Items listed in a dataset
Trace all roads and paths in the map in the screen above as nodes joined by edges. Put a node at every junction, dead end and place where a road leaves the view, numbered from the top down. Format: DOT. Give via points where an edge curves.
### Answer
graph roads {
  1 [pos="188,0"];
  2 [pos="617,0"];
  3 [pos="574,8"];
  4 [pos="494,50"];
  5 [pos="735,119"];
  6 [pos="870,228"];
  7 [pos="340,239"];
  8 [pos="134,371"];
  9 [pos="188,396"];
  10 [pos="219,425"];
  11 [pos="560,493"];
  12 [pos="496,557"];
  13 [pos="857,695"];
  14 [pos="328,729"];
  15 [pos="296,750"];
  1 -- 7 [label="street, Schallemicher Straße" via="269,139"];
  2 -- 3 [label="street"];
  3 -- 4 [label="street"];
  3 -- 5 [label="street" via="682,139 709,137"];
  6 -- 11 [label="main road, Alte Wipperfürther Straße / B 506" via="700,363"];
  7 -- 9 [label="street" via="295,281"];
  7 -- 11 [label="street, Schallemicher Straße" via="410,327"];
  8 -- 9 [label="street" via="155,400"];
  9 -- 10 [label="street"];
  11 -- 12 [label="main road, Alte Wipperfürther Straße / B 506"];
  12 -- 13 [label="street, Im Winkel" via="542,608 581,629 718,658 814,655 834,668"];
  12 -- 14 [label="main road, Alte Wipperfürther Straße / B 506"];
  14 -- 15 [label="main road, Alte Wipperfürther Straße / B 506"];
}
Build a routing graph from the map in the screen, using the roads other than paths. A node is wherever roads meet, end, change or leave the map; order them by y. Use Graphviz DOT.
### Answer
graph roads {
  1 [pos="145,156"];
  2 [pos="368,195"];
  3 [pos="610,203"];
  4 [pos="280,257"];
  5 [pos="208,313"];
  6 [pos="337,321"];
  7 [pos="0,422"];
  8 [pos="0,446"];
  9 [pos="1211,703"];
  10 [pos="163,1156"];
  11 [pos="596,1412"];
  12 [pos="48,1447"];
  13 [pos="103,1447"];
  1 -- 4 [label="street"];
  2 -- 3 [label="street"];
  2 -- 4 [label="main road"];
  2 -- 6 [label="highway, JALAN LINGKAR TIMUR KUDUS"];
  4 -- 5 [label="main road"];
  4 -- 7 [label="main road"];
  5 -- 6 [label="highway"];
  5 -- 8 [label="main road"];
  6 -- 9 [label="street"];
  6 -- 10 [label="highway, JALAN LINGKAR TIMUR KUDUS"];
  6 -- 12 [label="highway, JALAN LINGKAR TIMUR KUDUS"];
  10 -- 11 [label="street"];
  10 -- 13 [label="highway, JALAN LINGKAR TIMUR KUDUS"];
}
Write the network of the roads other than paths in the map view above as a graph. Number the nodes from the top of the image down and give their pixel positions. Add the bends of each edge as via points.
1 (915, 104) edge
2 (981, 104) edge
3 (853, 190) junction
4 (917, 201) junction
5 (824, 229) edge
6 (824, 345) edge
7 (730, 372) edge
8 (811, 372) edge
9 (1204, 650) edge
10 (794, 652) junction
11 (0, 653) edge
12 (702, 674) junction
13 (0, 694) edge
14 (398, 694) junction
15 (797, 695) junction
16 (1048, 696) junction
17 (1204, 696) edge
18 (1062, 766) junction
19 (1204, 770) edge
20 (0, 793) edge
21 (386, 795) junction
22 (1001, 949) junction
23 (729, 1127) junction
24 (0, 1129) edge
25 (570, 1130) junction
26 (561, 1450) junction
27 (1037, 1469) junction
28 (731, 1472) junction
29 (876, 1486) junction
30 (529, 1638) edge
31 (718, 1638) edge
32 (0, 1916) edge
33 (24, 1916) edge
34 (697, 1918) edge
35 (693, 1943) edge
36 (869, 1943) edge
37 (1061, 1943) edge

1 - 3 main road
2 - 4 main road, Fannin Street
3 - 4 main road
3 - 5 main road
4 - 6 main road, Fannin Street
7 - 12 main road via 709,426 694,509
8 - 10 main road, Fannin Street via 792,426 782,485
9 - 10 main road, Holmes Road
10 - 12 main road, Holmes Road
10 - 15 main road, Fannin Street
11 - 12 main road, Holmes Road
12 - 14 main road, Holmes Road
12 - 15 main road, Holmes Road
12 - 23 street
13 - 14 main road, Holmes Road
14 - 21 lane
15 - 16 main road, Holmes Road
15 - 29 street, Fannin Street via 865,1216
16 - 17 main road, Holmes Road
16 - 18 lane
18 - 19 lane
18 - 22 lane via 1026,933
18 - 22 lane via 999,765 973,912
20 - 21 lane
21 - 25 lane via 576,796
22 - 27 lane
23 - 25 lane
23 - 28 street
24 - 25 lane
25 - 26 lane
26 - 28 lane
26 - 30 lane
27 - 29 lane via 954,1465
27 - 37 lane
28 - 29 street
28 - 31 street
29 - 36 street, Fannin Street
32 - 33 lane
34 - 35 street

▸ TASK PROMPT
Every line above holding the string "LINGKAR" should be listed.

▸ FINAL ANSWER
  2 -- 6 [label="highway, JALAN LINGKAR TIMUR KUDUS"];
  6 -- 10 [label="highway, JALAN LINGKAR TIMUR KUDUS"];
  6 -- 12 [label="highway, JALAN LINGKAR TIMUR KUDUS"];
  10 -- 13 [label="highway, JALAN LINGKAR TIMUR KUDUS"];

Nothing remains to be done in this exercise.